We do this via declarative effects. We store a piece of state whether we're currently trying to delete a file. In the first call, we set that state to true. A Service subscribes to this state, and when its set, it launches the async function. Meanwhile, the second time the user invokes the command, we'll see that the state has already been set, so we cancel the transaction. After the deletion is completed, the effect dispatches a transactional resolveDeletedFile to set the flag back to false (and do whatever else after the file's deletion is confirmed).

Btw, this means services should be very very thin. Essentially a subscription, and a callback that fires an async call, awaits it, then dispatches a transactional to the database.

Move all the logic into synchronous transactionals. There should be hardly any logic anywhere else.

State, transactionals, View (render), and services.

Wrapping all the business logic into transactionals makes your system very very easy to test, without resolving to an e2e test.

Business logic is just initial state, a set of events, and an ending state. If all the logic is in transactionals, all you have to do is initiate your database, send events, and assert the ending state is right! 

Mocking

Mocking is a code smell because it means that the programmer has to simulate an external service to manage interactions with the database, instead of simply sending events themselves in the test.

Going back to the deleteFile example: if in the asynchronous example, we just called await deleteFile(...) we would have no choice but to create a mock service that will receive and respond to the deleteFile request to test the logic. And then we need to make sure the mock filesystem responded correctly at all. So we write tests for that, creating more Mock services...

If instead, we used declarative effects, we respond to the database events directly in the test. 

* Initialize a database

* Send deleteFile event

* Send resolveDeletedFile event 

* Make sure the database is in a consistent state.

Its so much simpler!

UX and DX

Synchronous transactionals and declarative effects have such great implications for UX and DX. For users, it means everything happens locally, quickly. You get to pretend everything is local.

For developers, it wipes out a whole swath of race conditions you get from making event handlers asynchronous. Everything is simple, local, composition of transactinals. Also makes it easy to build new sycned state (although you have to worry about migrations.)

For a sync engine between peers, there are other things to consider, like consistency and causality.

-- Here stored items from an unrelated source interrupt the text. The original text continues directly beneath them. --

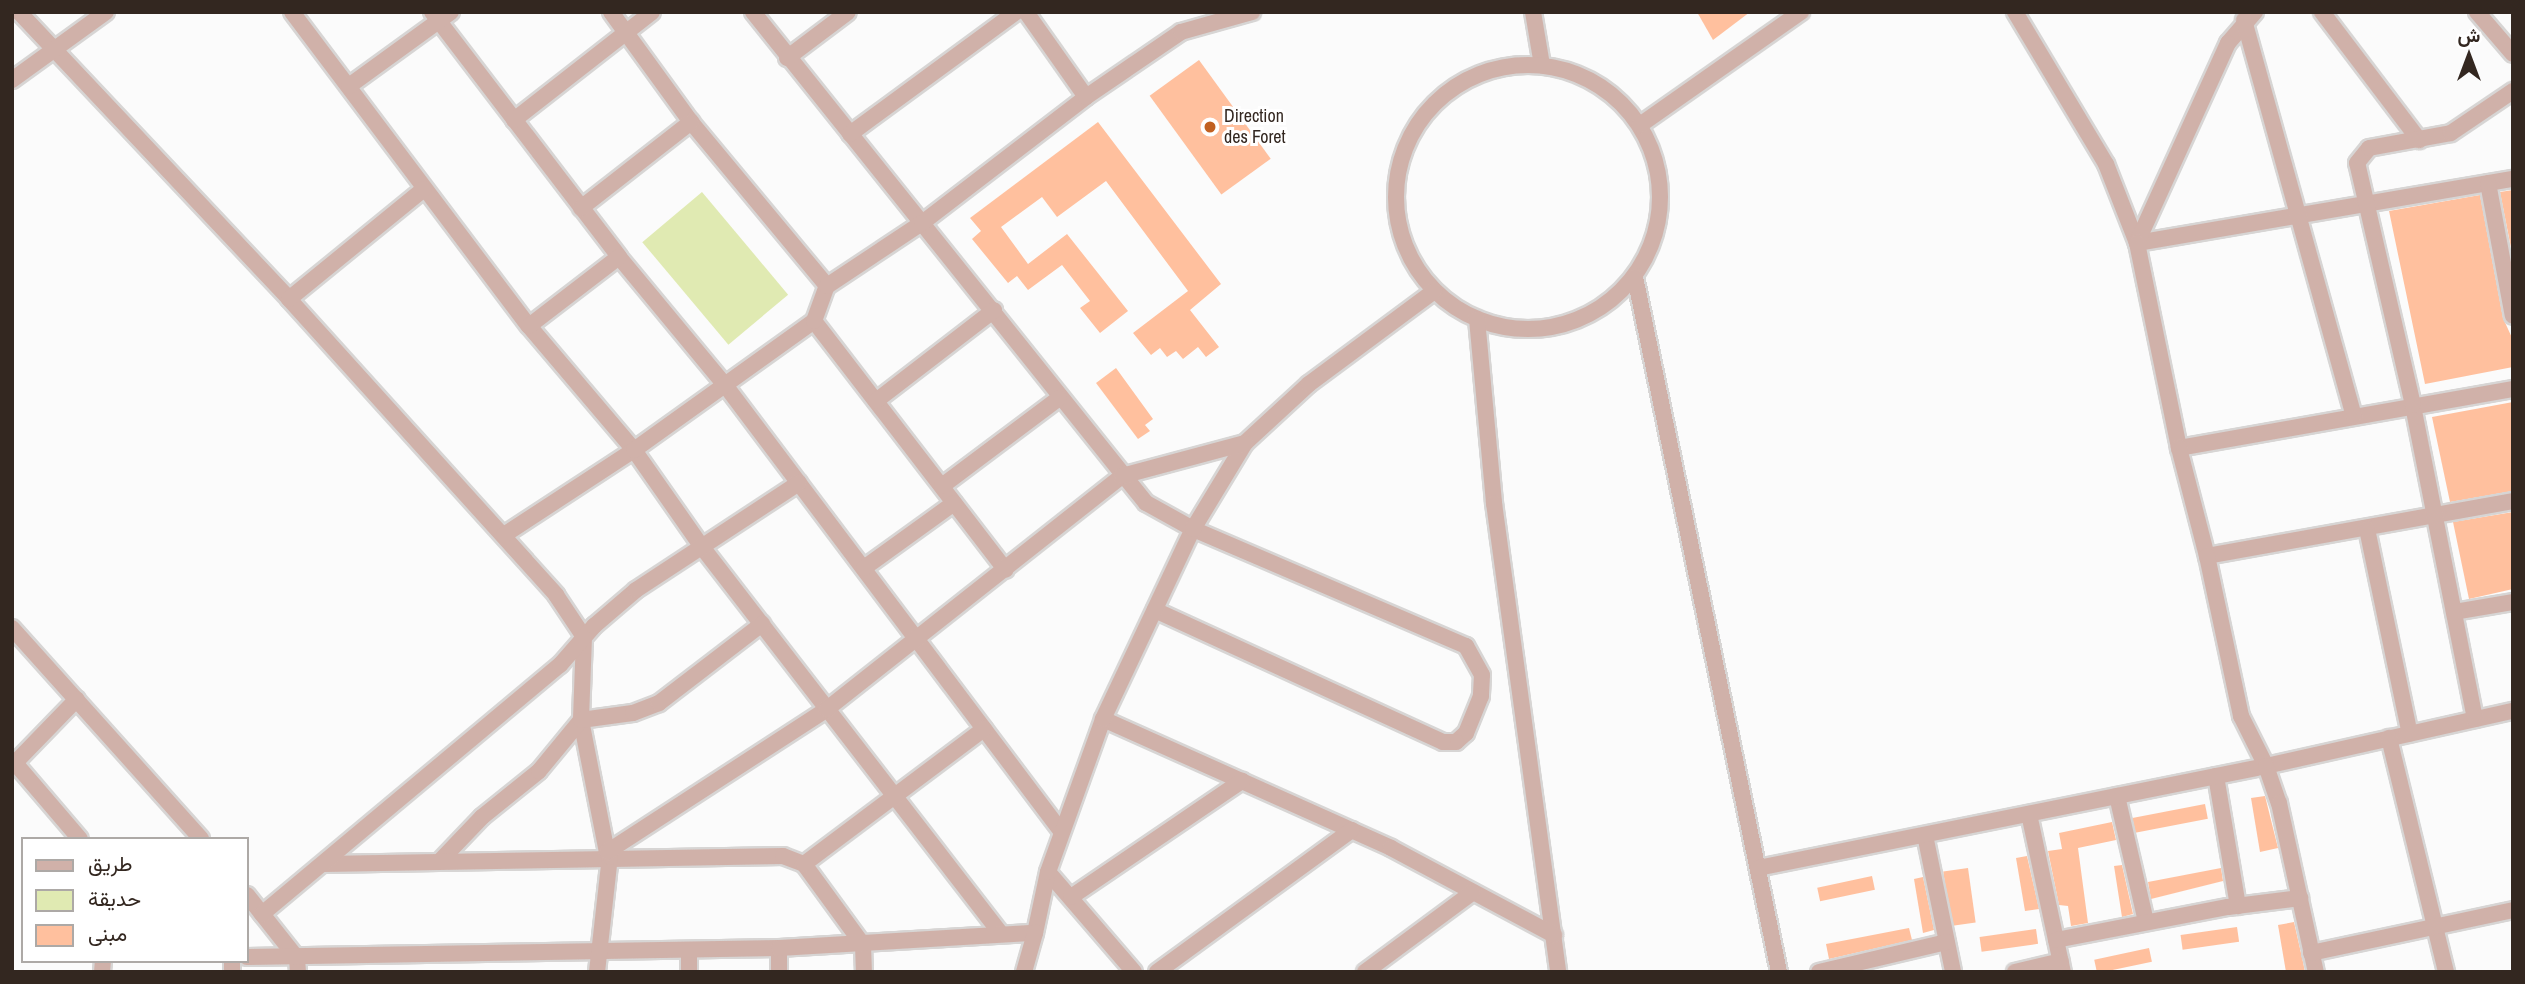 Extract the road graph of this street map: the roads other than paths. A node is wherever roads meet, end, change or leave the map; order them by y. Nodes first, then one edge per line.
1 (19, 12) edge
2 (106, 12) edge
3 (292, 12) edge
4 (611, 12) edge
5 (652, 12) edge
6 (753, 12) edge
7 (848, 12) edge
8 (1016, 12) edge
9 (1026, 12) edge
10 (1252, 12) edge
11 (1532, 12) edge
12 (1768, 12) edge
13 (1801, 12) edge
14 (2015, 12) edge
15 (2322, 12) edge
16 (2477, 12) edge
17 (441, 15) edge
18 (2250, 16) edge
19 (1213, 18) edge
20 (1778, 27) junction
21 (625, 32) junction
22 (54, 50) junction
23 (2513, 54) edge
24 (788, 58) junction
25 (1542, 65) junction
26 (12, 80) edge
27 (349, 86) junction
28 (2513, 91) edge
29 (1086, 97) junction
30 (513, 120) junction
31 (691, 122) junction
32 (1640, 125) junction
33 (850, 134) junction
34 (2419, 140) junction
35 (2513, 179) edge
36 (2488, 183) junction
37 (424, 189) junction
38 (2367, 204) junction
39 (581, 208) junction
40 (2298, 213) junction
41 (922, 223) junction
42 (2137, 243) junction
43 (619, 257) junction
44 (1635, 277) junction
45 (827, 286) junction
46 (1434, 291) junction
47 (289, 299) junction
48 (994, 310) junction
49 (2513, 316) edge
50 (1477, 319) junction
51 (814, 321) junction
52 (530, 326) junction
53 (725, 385) junction
54 (2513, 389) edge
55 (1059, 398) junction
56 (876, 401) junction
57 (2413, 405) junction
58 (2354, 416) junction
59 (1245, 443) junction
60 (2179, 448) junction
61 (634, 450) junction
62 (1122, 476) junction
63 (799, 483) junction
64 (942, 486) junction
65 (2513, 501) edge
66 (954, 503) junction
67 (2435, 516) junction
68 (1193, 529) junction
69 (2367, 529) junction
70 (504, 535) junction
71 (702, 547) junction
72 (2207, 556) junction
73 (864, 568) junction
74 (1006, 570) junction
75 (2513, 602) edge
76 (1155, 610) junction
77 (2454, 612) junction
78 (762, 624) junction
79 (12, 628) edge
80 (584, 637) junction
81 (916, 637) junction
82 (77, 699) junction
83 (827, 709) junction
84 (2513, 711) edge
85 (1103, 719) junction
86 (2475, 719) junction
87 (581, 720) junction
88 (984, 730) junction
89 (2410, 734) junction
90 (2389, 738) junction
91 (13, 764) edge
92 (2266, 766) junction
93 (2216, 776) junction
94 (1241, 781) junction
95 (898, 795) junction
96 (2118, 796) junction
97 (2029, 814) junction
98 (1352, 830) junction
99 (1061, 831) junction
100 (1925, 835) junction
101 (78, 837) edge
102 (199, 837) edge
103 (609, 855) junction
104 (440, 861) junction
105 (324, 864) junction
106 (804, 864) junction
107 (1758, 868) junction
108 (1048, 872) junction
109 (1473, 892) junction
110 (248, 896) edge
111 (1071, 897) junction
112 (2300, 898) junction
113 (2238, 906) junction
114 (2513, 910) edge
115 (262, 914) junction
116 (2146, 922) junction
117 (2435, 927) junction
118 (1035, 933) junction
119 (1001, 934) junction
120 (1554, 935) junction
121 (2056, 940) junction
122 (1947, 943) junction
123 (863, 945) junction
124 (779, 948) junction
125 (688, 951) junction
126 (597, 953) junction
127 (2311, 953) junction
128 (248, 957) edge
129 (498, 964) edge
130 (298, 965) edge
131 (2062, 966) edge
132 (597, 972) edge
133 (689, 972) edge
134 (779, 972) edge
135 (864, 972) edge
136 (1024, 972) edge
137 (1134, 972) edge
138 (1157, 972) edge
139 (1366, 972) edge
140 (1558, 972) edge
141 (1779, 972) edge
142 (1819, 972) edge
143 (1953, 972) edge
144 (2015, 972) edge
145 (2316, 972) edge
146 (2446, 972) edge

1 - 22 street
2 - 22 street
3 - 27 street
4 - 21 street
5 - 21 street
6 - 24 street
7 - 24 street
8 - 33 street
9 - 29 street
10 - 19 street
11 - 25 street
12 - 20 street
13 - 20 street
14 - 42 street
15 - 34 street
16 - 23 street
17 - 27 street
17 - 30 street
18 - 40 street
18 - 42 street
19 - 29 street
20 - 32 street
21 - 30 street
21 - 31 street
22 - 26 street
22 - 47 street
24 - 33 street
25 - 32 street
25 - 46 street
27 - 37 street
28 - 34 street
29 - 41 street
30 - 39 street
31 - 39 street
31 - 45 street
32 - 44 street
33 - 41 street
34 - 38 street
35 - 36 street
36 - 38 street
36 - 49 street
37 - 47 street
37 - 52 street
38 - 40 street
38 - 57 street
39 - 43 street
40 - 42 street
40 - 58 street
41 - 45 street
41 - 48 street
42 - 60 street
43 - 52 street
43 - 53 street
44 - 50 street
44 - 107 street
45 - 51 street
46 - 50 street
46 - 59 street
47 - 70 street
48 - 55 street
48 - 56 street
50 - 120 street
51 - 53 street
51 - 56 street
52 - 61 street
53 - 61 street
53 - 63 street
54 - 57 street
55 - 62 street
55 - 64 street
56 - 64 street
57 - 58 street
57 - 67 street
58 - 60 street
59 - 62 street
59 - 68 street
60 - 72 street
61 - 70 street
61 - 71 street
62 - 68 street
62 - 74 street
63 - 71 street
63 - 73 street
64 - 66 street
65 - 67 street
66 - 73 street
66 - 74 street
67 - 69 street
67 - 77 street
68 - 76 street
68 - 76 street
69 - 72 street
69 - 89 street
70 - 80 street
71 - 78 street
71 - 80 street
72 - 92 street
73 - 81 street
74 - 81 street
75 - 77 street
76 - 85 street
77 - 86 street
78 - 83 street
78 - 87 street
79 - 82 street
80 - 87 street
80 - 105 street
81 - 83 street
81 - 88 street
82 - 91 street
82 - 102 street
83 - 95 street
83 - 103 street
84 - 86 street
85 - 94 street
85 - 99 street
86 - 89 street
87 - 103 street
87 - 104 street
88 - 95 street
88 - 99 street
89 - 90 street
90 - 92 street
90 - 117 street
91 - 101 street
92 - 93 street
92 - 112 street
93 - 96 street
93 - 113 street
94 - 98 street
94 - 111 street
95 - 106 street
95 - 119 street
96 - 97 street
96 - 116 street
97 - 100 street
97 - 121 street
98 - 109 street
98 - 138 street
99 - 108 street
100 - 107 street
100 - 122 street
103 - 104 street
103 - 106 street
103 - 126 street
104 - 105 street
105 - 115 street
106 - 123 street
107 - 141 street
108 - 111 street
108 - 118 street
109 - 120 street
109 - 139 street
110 - 115 street
111 - 137 street
112 - 113 street
112 - 127 street
113 - 116 street
114 - 117 street
115 - 130 street
116 - 121 street
117 - 127 street
117 - 146 street
118 - 119 street
118 - 136 street
119 - 123 street
120 - 140 street
121 - 131 street
122 - 142 street
122 - 143 street
123 - 124 street
123 - 135 street
124 - 125 street
124 - 134 street
125 - 126 street
125 - 133 street
126 - 129 street
126 - 132 street
127 - 145 street
128 - 130 street
129 - 130 street
131 - 144 street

I really like (Replicache's)[https://replicache.dev] model here. It's simple and straightforward although you do need to assign a server or main node. I'm curious if there are more equal ways of handling this like via Actor model.

Ergonomics

There is definitely an ergonomics issue here (at a much larger scale). Managing effects declaratively blows up the amount of independent state our app has when using declarative effects: there's a stateful flag for every single possible asynchronous call our app could make.

It also breaks apart the scope. If running deleteFile asynchronously and awaiting, we had all this scope and context. If we do it as a transactional, we lose all of that context when we receive the resolveDeletedFile, and it has to be encoded in the database state if we need it in that resolution transactional.

Can we fix this?

I'm not sure how but I think a semantic layer has to be introduced between the view's usage of state and that state's representation in the database. Something along the lines of objects?